------ Entries provided

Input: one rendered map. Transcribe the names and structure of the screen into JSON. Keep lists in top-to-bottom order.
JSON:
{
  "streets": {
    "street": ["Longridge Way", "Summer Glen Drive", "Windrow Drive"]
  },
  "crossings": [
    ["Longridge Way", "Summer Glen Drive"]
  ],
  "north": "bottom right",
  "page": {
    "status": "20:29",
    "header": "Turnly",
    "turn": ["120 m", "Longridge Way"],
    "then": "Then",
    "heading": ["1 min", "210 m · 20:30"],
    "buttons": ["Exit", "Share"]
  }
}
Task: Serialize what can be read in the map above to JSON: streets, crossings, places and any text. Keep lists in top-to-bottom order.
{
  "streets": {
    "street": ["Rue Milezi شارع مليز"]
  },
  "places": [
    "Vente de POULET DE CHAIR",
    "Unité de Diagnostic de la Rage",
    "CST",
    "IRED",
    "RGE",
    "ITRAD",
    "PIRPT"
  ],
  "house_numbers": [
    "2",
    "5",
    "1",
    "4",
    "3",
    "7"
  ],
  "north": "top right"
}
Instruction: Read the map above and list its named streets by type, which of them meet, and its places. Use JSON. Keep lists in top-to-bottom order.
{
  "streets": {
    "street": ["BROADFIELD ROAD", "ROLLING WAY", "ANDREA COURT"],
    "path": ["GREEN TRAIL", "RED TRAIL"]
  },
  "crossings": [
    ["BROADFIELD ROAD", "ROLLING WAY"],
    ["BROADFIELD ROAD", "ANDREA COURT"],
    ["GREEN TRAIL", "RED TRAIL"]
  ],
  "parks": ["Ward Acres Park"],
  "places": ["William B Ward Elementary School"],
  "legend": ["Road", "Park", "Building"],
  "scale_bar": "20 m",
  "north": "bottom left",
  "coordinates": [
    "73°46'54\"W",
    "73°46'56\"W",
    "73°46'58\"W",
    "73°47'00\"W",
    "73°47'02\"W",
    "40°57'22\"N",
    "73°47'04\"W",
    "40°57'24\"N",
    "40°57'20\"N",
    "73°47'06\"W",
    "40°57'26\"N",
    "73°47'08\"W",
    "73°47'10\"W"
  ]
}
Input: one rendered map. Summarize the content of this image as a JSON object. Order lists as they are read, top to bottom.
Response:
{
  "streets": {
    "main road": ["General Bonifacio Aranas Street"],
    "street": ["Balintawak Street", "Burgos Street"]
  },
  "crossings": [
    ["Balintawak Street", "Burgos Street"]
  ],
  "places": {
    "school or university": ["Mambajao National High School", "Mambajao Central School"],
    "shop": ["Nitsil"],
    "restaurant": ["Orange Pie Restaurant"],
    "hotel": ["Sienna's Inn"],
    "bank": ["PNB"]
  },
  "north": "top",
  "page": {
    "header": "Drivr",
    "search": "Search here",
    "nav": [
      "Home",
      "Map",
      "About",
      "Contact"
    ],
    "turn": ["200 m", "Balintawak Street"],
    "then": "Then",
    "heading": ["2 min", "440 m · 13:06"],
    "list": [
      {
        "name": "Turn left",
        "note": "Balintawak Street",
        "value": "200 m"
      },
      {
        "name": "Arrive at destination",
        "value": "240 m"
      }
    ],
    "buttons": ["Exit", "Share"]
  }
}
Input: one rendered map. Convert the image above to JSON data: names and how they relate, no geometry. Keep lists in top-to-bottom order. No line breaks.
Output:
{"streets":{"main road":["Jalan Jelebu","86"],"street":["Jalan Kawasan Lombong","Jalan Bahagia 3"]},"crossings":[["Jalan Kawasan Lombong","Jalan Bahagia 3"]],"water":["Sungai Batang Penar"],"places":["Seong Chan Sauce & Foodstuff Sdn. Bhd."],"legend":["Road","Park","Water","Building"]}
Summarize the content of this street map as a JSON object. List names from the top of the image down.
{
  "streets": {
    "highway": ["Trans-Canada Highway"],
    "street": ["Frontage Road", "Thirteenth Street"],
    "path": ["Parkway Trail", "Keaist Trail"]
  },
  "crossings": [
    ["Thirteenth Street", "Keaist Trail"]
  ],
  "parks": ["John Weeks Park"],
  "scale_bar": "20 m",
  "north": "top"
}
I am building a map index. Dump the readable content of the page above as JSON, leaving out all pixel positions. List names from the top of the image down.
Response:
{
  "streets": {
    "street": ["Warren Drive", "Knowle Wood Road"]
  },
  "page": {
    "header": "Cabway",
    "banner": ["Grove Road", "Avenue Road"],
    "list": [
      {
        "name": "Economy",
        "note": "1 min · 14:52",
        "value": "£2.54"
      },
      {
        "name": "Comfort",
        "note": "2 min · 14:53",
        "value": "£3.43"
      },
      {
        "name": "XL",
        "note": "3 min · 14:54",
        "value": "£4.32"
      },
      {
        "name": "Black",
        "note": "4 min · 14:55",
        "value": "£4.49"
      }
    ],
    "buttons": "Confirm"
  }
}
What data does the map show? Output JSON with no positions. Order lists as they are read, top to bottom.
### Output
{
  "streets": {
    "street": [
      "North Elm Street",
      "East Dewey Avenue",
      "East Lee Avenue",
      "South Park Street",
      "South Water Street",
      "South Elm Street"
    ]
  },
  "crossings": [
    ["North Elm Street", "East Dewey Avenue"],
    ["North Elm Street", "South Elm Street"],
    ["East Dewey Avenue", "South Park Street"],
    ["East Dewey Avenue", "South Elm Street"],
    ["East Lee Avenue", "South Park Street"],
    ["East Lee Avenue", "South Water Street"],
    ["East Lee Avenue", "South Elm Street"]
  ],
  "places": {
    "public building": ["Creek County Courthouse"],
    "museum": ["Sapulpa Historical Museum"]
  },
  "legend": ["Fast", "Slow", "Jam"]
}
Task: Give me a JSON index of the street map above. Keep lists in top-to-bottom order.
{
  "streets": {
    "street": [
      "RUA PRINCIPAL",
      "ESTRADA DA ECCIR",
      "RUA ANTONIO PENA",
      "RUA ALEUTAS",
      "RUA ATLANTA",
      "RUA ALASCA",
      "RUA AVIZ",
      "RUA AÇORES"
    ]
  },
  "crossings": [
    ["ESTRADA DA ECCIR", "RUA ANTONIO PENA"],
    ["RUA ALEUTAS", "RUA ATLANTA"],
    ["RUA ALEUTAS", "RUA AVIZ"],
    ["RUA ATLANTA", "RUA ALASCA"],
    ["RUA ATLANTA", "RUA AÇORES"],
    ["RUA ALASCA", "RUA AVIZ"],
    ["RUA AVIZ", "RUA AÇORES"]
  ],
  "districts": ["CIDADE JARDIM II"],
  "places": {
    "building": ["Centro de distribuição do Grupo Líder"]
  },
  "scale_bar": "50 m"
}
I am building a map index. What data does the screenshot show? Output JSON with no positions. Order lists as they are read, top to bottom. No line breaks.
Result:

------------

◆ **Assignment**
Please print the data above exactly as it appears.

◆ **Response to this exercise**
Input: one rendered map. Transcribe the names and structure of the screen into JSON. Keep lists in top-to-bottom order.
JSON:
{
  "streets": {
    "street": ["Longridge Way", "Summer Glen Drive", "Windrow Drive"]
  },
  "crossings": [
    ["Longridge Way", "Summer Glen Drive"]
  ],
  "north": "bottom right",
  "page": {
    "status": "20:29",
    "header": "Turnly",
    "turn": ["120 m", "Longridge Way"],
    "then": "Then",
    "heading": ["1 min", "210 m · 20:30"],
    "buttons": ["Exit", "Share"]
  }
}
Task: Serialize what can be read in the map above to JSON: streets, crossings, places and any text. Keep lists in top-to-bottom order.
{
  "streets": {
    "street": ["Rue Milezi شارع مليز"]
  },
  "places": [
    "Vente de POULET DE CHAIR",
    "Unité de Diagnostic de la Rage",
    "CST",
    "IRED",
    "RGE",
    "ITRAD",
    "PIRPT"
  ],
  "house_numbers": [
    "2",
    "5",
    "1",
    "4",
    "3",
    "7"
  ],
  "north": "top right"
}
Instruction: Read the map above and list its named streets by type, which of them meet, and its places. Use JSON. Keep lists in top-to-bottom order.
{
  "streets": {
    "street": ["BROADFIELD ROAD", "ROLLING WAY", "ANDREA COURT"],
    "path": ["GREEN TRAIL", "RED TRAIL"]
  },
  "crossings": [
    ["BROADFIELD ROAD", "ROLLING WAY"],
    ["BROADFIELD ROAD", "ANDREA COURT"],
    ["GREEN TRAIL", "RED TRAIL"]
  ],
  "parks": ["Ward Acres Park"],
  "places": ["William B Ward Elementary School"],
  "legend": ["Road", "Park", "Building"],
  "scale_bar": "20 m",
  "north": "bottom left",
  "coordinates": [
    "73°46'54\"W",
    "73°46'56\"W",
    "73°46'58\"W",
    "73°47'00\"W",
    "73°47'02\"W",
    "40°57'22\"N",
    "73°47'04\"W",
    "40°57'24\"N",
    "40°57'20\"N",
    "73°47'06\"W",
    "40°57'26\"N",
    "73°47'08\"W",
    "73°47'10\"W"
  ]
}
Input: one rendered map. Summarize the content of this image as a JSON object. Order lists as they are read, top to bottom.
Response:
{
  "streets": {
    "main road": ["General Bonifacio Aranas Street"],
    "street": ["Balintawak Street", "Burgos Street"]
  },
  "crossings": [
    ["Balintawak Street", "Burgos Street"]
  ],
  "places": {
    "school or university": ["Mambajao National High School", "Mambajao Central School"],
    "shop": ["Nitsil"],
    "restaurant": ["Orange Pie Restaurant"],
    "hotel": ["Sienna's Inn"],
    "bank": ["PNB"]
  },
  "north": "top",
  "page": {
    "header": "Drivr",
    "search": "Search here",
    "nav": [
      "Home",
      "Map",
      "About",
      "Contact"
    ],
    "turn": ["200 m", "Balintawak Street"],
    "then": "Then",
    "heading": ["2 min", "440 m · 13:06"],
    "list": [
      {
        "name": "Turn left",
        "note": "Balintawak Street",
        "value": "200 m"
      },
      {
        "name": "Arrive at destination",
        "value": "240 m"
      }
    ],
    "buttons": ["Exit", "Share"]
  }
}
Input: one rendered map. Convert the image above to JSON data: names and how they relate, no geometry. Keep lists in top-to-bottom order. No line breaks.
Output:
{"streets":{"main road":["Jalan Jelebu","86"],"street":["Jalan Kawasan Lombong","Jalan Bahagia 3"]},"crossings":[["Jalan Kawasan Lombong","Jalan Bahagia 3"]],"water":["Sungai Batang Penar"],"places":["Seong Chan Sauce & Foodstuff Sdn. Bhd."],"legend":["Road","Park","Water","Building"]}
Summarize the content of this street map as a JSON object. List names from the top of the image down.
{
  "streets": {
    "highway": ["Trans-Canada Highway"],
    "street": ["Frontage Road", "Thirteenth Street"],
    "path": ["Parkway Trail", "Keaist Trail"]
  },
  "crossings": [
    ["Thirteenth Street", "Keaist Trail"]
  ],
  "parks": ["John Weeks Park"],
  "scale_bar": "20 m",
  "north": "top"
}
I am building a map index. Dump the readable content of the page above as JSON, leaving out all pixel positions. List names from the top of the image down.
Response:
{
  "streets": {
    "street": ["Warren Drive", "Knowle Wood Road"]
  },
  "page": {
    "header": "Cabway",
    "banner": ["Grove Road", "Avenue Road"],
    "list": [
      {
        "name": "Economy",
        "note": "1 min · 14:52",
        "value": "£2.54"
      },
      {
        "name": "Comfort",
        "note": "2 min · 14:53",
        "value": "£3.43"
      },
      {
        "name": "XL",
        "note": "3 min · 14:54",
        "value": "£4.32"
      },
      {
        "name": "Black",
        "note": "4 min · 14:55",
        "value": "£4.49"
      }
    ],
    "buttons": "Confirm"
  }
}
What data does the map show? Output JSON with no positions. Order lists as they are read, top to bottom.
### Output
{
  "streets": {
    "street": [
      "North Elm Street",
      "East Dewey Avenue",
      "East Lee Avenue",
      "South Park Street",
      "South Water Street",
      "South Elm Street"
    ]
  },
  "crossings": [
    ["North Elm Street", "East Dewey Avenue"],
    ["North Elm Street", "South Elm Street"],
    ["East Dewey Avenue", "South Park Street"],
    ["East Dewey Avenue", "South Elm Street"],
    ["East Lee Avenue", "South Park Street"],
    ["East Lee Avenue", "South Water Street"],
    ["East Lee Avenue", "South Elm Street"]
  ],
  "places": {
    "public building": ["Creek County Courthouse"],
    "museum": ["Sapulpa Historical Museum"]
  },
  "legend": ["Fast", "Slow", "Jam"]
}
Task: Give me a JSON index of the street map above. Keep lists in top-to-bottom order.
{
  "streets": {
    "street": [
      "RUA PRINCIPAL",
      "ESTRADA DA ECCIR",
      "RUA ANTONIO PENA",
      "RUA ALEUTAS",
      "RUA ATLANTA",
      "RUA ALASCA",
      "RUA AVIZ",
      "RUA AÇORES"
    ]
  },
  "crossings": [
    ["ESTRADA DA ECCIR", "RUA ANTONIO PENA"],
    ["RUA ALEUTAS", "RUA ATLANTA"],
    ["RUA ALEUTAS", "RUA AVIZ"],
    ["RUA ATLANTA", "RUA ALASCA"],
    ["RUA ATLANTA", "RUA AÇORES"],
    ["RUA ALASCA", "RUA AVIZ"],
    ["RUA AVIZ", "RUA AÇORES"]
  ],
  "districts": ["CIDADE JARDIM II"],
  "places": {
    "building": ["Centro de distribuição do Grupo Líder"]
  },
  "scale_bar": "50 m"
}
I am building a map index. What data does the screenshot show? Output JSON with no positions. Order lists as they are read, top to bottom. No line breaks.
Result:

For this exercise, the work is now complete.